Combining multiple single-variable SPC charts into a single chart has been tried, but that makes it difficult to determine when the process moved out of control or to effectively pinpoint the causes. Hazen says, “SPC may show the occurrence of a problem, but it has trouble showing all of the variables responsible.”

 

MULTIVARIATE ANALYSIS

Hazen says injection molders require a system that analyzes multiple process variables simultaneously—called multivariate analysis (MVA). MVA systems have been used in the chemical, pharmaceutical, and semiconductor industries. “MVA not only looks at multiple process variables simultaneously but it can show a relationship between variables. It goes beyond SPC by determining a correlation between variables,” Hazen said. For example, melt viscosity is a complex function of the material type, melt pressure, ram velocity, and melt temperature.

An MVA system takes process signals, such as melt pressure, screw position, barrel temperature, melt temperature, mold closing, filling, pack/hold, and cooling. The variables are compared in real time to a historical model that represents ideal operating conditions. When the various conditions are all concurrently within their respective ranges, then the molder is relatively assured of making good parts. If a process is out of statistical control, MVA can show exactly which variables are out of tolerance and ranks the variables by order of significance to the problem.

MVA can reject parts based on the value of a variable, or on a change in the correlation between a few or multiple variables, says Hazen. “The detection of change in the relationship between variables provides a tremendous improvement over typical univariate SPC methods.”

In one example, a medical device was being produced in a 32-cavity mold that experienced short shots in one cavity. MVA showed that the defects were caused by a decrease in mold temperature, which increased the melt viscosity. MVA found the cause even though no mold sensors were used.

A study conducted at the University of Massachusetts—Lowell showed that an MVA approach detected twice as many real process changes vs. false positives as conventional SPC, and it missed fewer changes. MVA also missed fewer defects.

 

INJECTION MOLDING MVA

MKS Instruments offers its SenseLink QM data-acquisition system with an MVA engine developed for injection molding. SenseLink collects the data and builds a model around an acceptable process window established from a design of experiments (DOE). The most important features, such as mass and dimensions of the part, or short shots and flash, are defined and analyzed to create the best MVA model of the process.

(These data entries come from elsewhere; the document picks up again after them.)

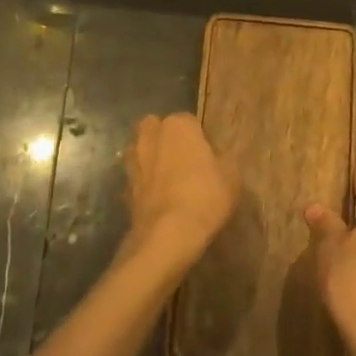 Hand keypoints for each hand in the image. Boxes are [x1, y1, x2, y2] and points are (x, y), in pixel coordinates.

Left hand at [123, 113, 238, 274]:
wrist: (168, 233)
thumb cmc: (205, 196)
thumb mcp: (232, 177)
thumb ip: (223, 160)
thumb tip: (217, 159)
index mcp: (178, 126)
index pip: (189, 121)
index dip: (199, 138)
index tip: (208, 156)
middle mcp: (150, 136)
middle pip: (156, 129)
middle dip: (166, 140)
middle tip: (184, 161)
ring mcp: (133, 161)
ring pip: (141, 151)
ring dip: (151, 160)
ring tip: (168, 181)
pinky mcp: (124, 187)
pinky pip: (137, 178)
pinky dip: (144, 185)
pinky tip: (158, 200) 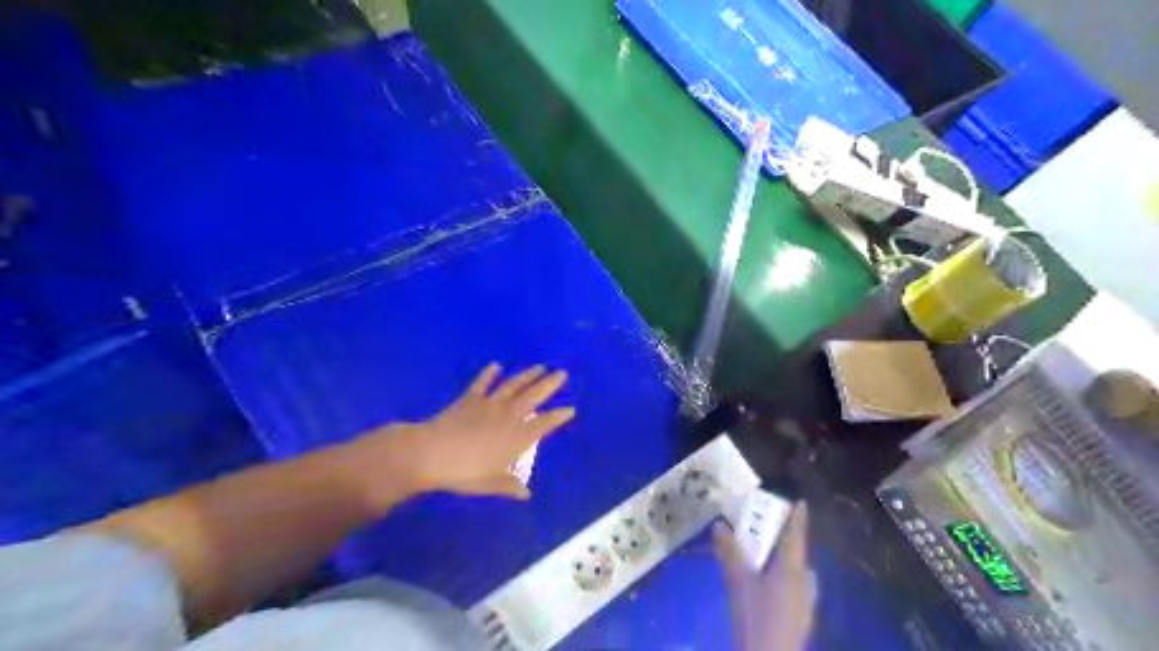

New production data are compared in real time to the alarm limits developed by the model. The MVA system shows which variable or interaction of variables was responsible for an alarm and ranks the variables in order of importance.
The SenseLink QM system has all necessary data-acquisition, MVA processing, and control functions in a self-contained, compact unit that mounts on the injection machine and connects to existing machine and mold sensors. Users view results through SenseLink’s web browser interface.

MVA is performed on all molding variables in real time on each molding cycle. Process variables contributing to poor quality can be identified, so the system can predict flash, short shots, voids, burning, contamination, bubbles, and surface defects. SenseLink provides real-time process control with filling/packing switchover capabilities. It also provides automatic reject containment and production reporting.

Process models can adapt to acceptable process changes resulting from changes in material viscosity or the plant environment. SenseLink can show a slowly shifting or drifting process, using adaptive techniques that allow the model to adjust to acceptable process change while minimizing alarms. Users can reset the model baseline.

The system can detect process drift toward an out-of-tolerance condition. SenseLink QM displays the MVA results along with a ranking of the variables that are main contributors to the alarm condition. The visual display assists rapid troubleshooting since the variable at the top of the list is the most likely culprit.